◆ Entries shown ◆
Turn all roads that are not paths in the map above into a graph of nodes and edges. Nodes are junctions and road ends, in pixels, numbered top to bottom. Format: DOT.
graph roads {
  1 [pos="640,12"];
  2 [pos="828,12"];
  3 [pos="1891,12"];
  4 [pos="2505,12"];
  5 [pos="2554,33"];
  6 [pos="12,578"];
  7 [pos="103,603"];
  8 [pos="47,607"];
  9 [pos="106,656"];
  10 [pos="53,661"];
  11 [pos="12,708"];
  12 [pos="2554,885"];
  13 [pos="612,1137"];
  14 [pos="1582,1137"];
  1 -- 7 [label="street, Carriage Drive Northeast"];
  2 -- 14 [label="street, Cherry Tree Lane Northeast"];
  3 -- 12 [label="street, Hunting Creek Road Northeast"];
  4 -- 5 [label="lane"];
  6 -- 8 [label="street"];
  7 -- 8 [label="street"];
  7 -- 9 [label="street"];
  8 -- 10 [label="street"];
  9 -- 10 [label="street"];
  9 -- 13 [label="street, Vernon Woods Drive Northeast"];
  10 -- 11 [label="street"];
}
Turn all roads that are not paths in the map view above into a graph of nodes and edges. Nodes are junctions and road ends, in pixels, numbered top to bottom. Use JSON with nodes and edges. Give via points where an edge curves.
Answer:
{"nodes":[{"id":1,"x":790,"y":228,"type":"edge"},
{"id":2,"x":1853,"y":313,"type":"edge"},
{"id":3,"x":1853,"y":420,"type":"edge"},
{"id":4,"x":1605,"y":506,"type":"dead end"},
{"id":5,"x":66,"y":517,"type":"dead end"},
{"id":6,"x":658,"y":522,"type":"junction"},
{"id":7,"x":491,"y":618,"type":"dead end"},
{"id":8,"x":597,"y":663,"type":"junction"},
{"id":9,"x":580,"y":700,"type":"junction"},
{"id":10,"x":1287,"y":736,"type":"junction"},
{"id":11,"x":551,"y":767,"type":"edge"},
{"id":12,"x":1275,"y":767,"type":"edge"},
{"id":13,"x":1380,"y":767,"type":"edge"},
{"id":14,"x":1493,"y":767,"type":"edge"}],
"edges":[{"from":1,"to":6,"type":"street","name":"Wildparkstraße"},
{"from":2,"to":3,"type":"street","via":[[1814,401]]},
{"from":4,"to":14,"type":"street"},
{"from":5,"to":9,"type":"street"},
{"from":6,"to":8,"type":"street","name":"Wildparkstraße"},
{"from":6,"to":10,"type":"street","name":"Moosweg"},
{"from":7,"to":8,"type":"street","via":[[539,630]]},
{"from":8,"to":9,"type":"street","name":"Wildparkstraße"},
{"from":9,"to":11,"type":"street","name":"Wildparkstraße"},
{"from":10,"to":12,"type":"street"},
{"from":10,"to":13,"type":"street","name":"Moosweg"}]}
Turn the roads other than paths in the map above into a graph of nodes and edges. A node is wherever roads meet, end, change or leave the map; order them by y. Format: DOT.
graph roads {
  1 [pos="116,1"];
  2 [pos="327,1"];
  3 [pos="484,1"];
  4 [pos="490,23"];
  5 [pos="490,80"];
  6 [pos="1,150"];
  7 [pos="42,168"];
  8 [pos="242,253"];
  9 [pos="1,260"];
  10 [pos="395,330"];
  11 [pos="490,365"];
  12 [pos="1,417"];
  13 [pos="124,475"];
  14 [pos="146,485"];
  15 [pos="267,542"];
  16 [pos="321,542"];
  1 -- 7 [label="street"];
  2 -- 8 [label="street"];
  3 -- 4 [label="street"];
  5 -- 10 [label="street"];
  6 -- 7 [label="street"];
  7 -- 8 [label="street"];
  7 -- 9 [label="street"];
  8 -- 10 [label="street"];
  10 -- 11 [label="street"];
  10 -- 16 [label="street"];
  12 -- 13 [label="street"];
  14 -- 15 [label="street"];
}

◆ Exercise directions ◆
The reply should consist only of the line containing "Turn the roads" and all lines after it in the listing above, reproduced exactly.

◆ Task result ◆
Turn the roads other than paths in the map above into a graph of nodes and edges. A node is wherever roads meet, end, change or leave the map; order them by y. Format: DOT.
graph roads {
  1 [pos="116,1"];
  2 [pos="327,1"];
  3 [pos="484,1"];
  4 [pos="490,23"];
  5 [pos="490,80"];
  6 [pos="1,150"];
  7 [pos="42,168"];
  8 [pos="242,253"];
  9 [pos="1,260"];
  10 [pos="395,330"];
  11 [pos="490,365"];
  12 [pos="1,417"];
  13 [pos="124,475"];
  14 [pos="146,485"];
  15 [pos="267,542"];
  16 [pos="321,542"];
  1 -- 7 [label="street"];
  2 -- 8 [label="street"];
  3 -- 4 [label="street"];
  5 -- 10 [label="street"];
  6 -- 7 [label="street"];
  7 -- 8 [label="street"];
  7 -- 9 [label="street"];
  8 -- 10 [label="street"];
  10 -- 11 [label="street"];
  10 -- 16 [label="street"];
  12 -- 13 [label="street"];
  14 -- 15 [label="street"];
}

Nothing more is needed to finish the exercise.